When you type the text, it takes on a paragraph style. This would
probably be Default outside a table or Table Contents within. This
paragraph style will include a font - Times New Roman in your
case. When you modify the font to Arial, you are applying a
character attribute that overrides the font property in the paragraph
style, but the paragraph still possesses that style - albeit with
this property hidden in part. When you make your next change (the
size change in your example), you again change a character attribute
which overrides the paragraph style.
The key factor is what happens when you double-click the Format
Paintbrush. According to the help text, this "[c]opies the
formatting of the last selected character and of the paragraph that
contains the character". So the paint bucket is now armed with not
only your new size (from the character attributes) but also the
paragraph style itself. And when you use it, it applies the
character style to the identified word (which your example does
correctly, changing the size), but also the paragraph style to the
containing paragraph. The problem (as you see it) is that this
application of paragraph style overrides the (character) font change
that you made earlier, enforcing the paragraph style's preference
instead. Interestingly, it doesn't do that for all changes, as you
will see if you use the paint bucket on another word in your
example The new word will be shrunk to the smaller size, but the
original smaller word will not change font. The problem occurs, in
fact, only when the change to a character attribute is applied to an
entire paragraph in this way.
Is this a feature or a bug? I suspect that, because it is well
documented, because you are not doing things in what would be thought
of as the best way, and because there are a number of workarounds, it
would be considered a feature. Sorry!
There are a number of workarounds:
o If your preference for Arial over Times New Roman is general,
change the default font at Tools | Options... | OpenOffice.org Writer
| Basic Fonts (Western). As you will see, you can do this for
"Current document only" where appropriate.
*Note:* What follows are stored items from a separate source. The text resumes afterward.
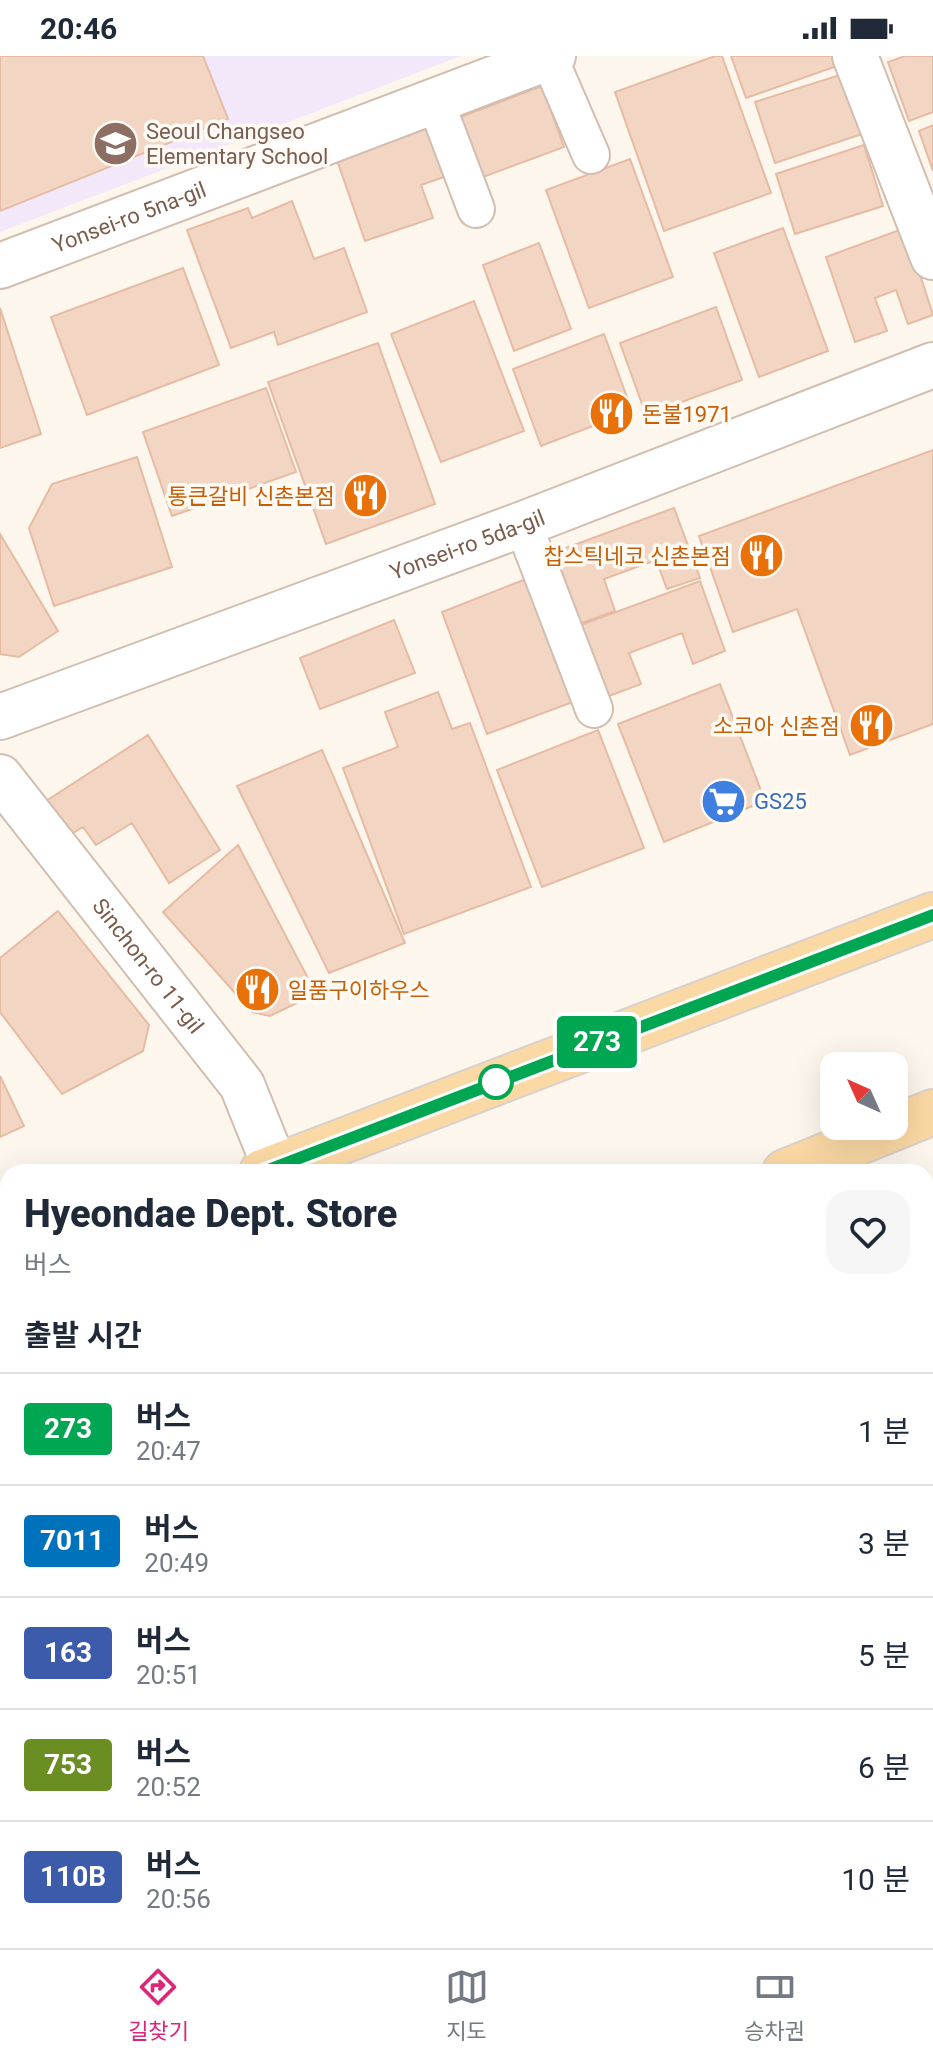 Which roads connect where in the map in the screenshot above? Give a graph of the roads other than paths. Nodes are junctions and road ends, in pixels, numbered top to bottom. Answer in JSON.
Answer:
{"nodes":[{"id":1,"x":855,"y":56,"type":"edge"},
{"id":2,"x":551,"y":57,"type":"edge"},
{"id":3,"x":436,"y":103,"type":"junction"},
{"id":4,"x":591,"y":155,"type":"dead end"},
{"id":5,"x":476,"y":209,"type":"dead end"},
{"id":6,"x":933,"y":257,"type":"edge"},
{"id":7,"x":0,"y":266,"type":"edge"},
{"id":8,"x":933,"y":365,"type":"edge"},
{"id":9,"x":523,"y":524,"type":"junction"},
{"id":10,"x":594,"y":709,"type":"dead end"},
{"id":11,"x":0,"y":717,"type":"edge"},
{"id":12,"x":0,"y":777,"type":"edge"},
{"id":13,"x":928,"y":920,"type":"edge"},
{"id":14,"x":933,"y":1112,"type":"edge"},
{"id":15,"x":267,"y":1164,"type":"edge"},
{"id":16,"x":282,"y":1164,"type":"edge"},
{"id":17,"x":805,"y":1164,"type":"edge"}],
"edges":[{"from":1,"to":6,"type":"street"},
{"from":2,"to":3,"type":"street","name":"Yonsei-ro 5na-gil"},
{"from":2,"to":4,"type":"lane","name":"Yonsei-ro 5na-gil"},
{"from":3,"to":5,"type":"lane"},
{"from":3,"to":7,"type":"street","name":"Yonsei-ro 5na-gil"},
{"from":8,"to":9,"type":"street","name":"Yonsei-ro 5da-gil"},
{"from":9,"to":10,"type":"lane"},
{"from":9,"to":11,"type":"street","name":"Yonsei-ro 5da-gil"},
{"from":12,"to":15,"type":"street","name":"Sinchon-ro 11-gil"},
{"from":13,"to":16,"type":"main road"},
{"from":14,"to":17,"type":"main road"}]}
o If you need to apply font (or other character) changes to complete
paragraphs, do so in preference by applying an appropriate paragraph
style. Either modify the existing paragraph style's font or create a
new style (possibly using New Style from Selection) and set its font
as required.
o (Here's the clever bit!) Use the method you have described, but
with one extra trick. When pasting the format from the paint bucket,
use Ctrl+click instead of just click. This excludes the copied
paragraph formatting from the paste action.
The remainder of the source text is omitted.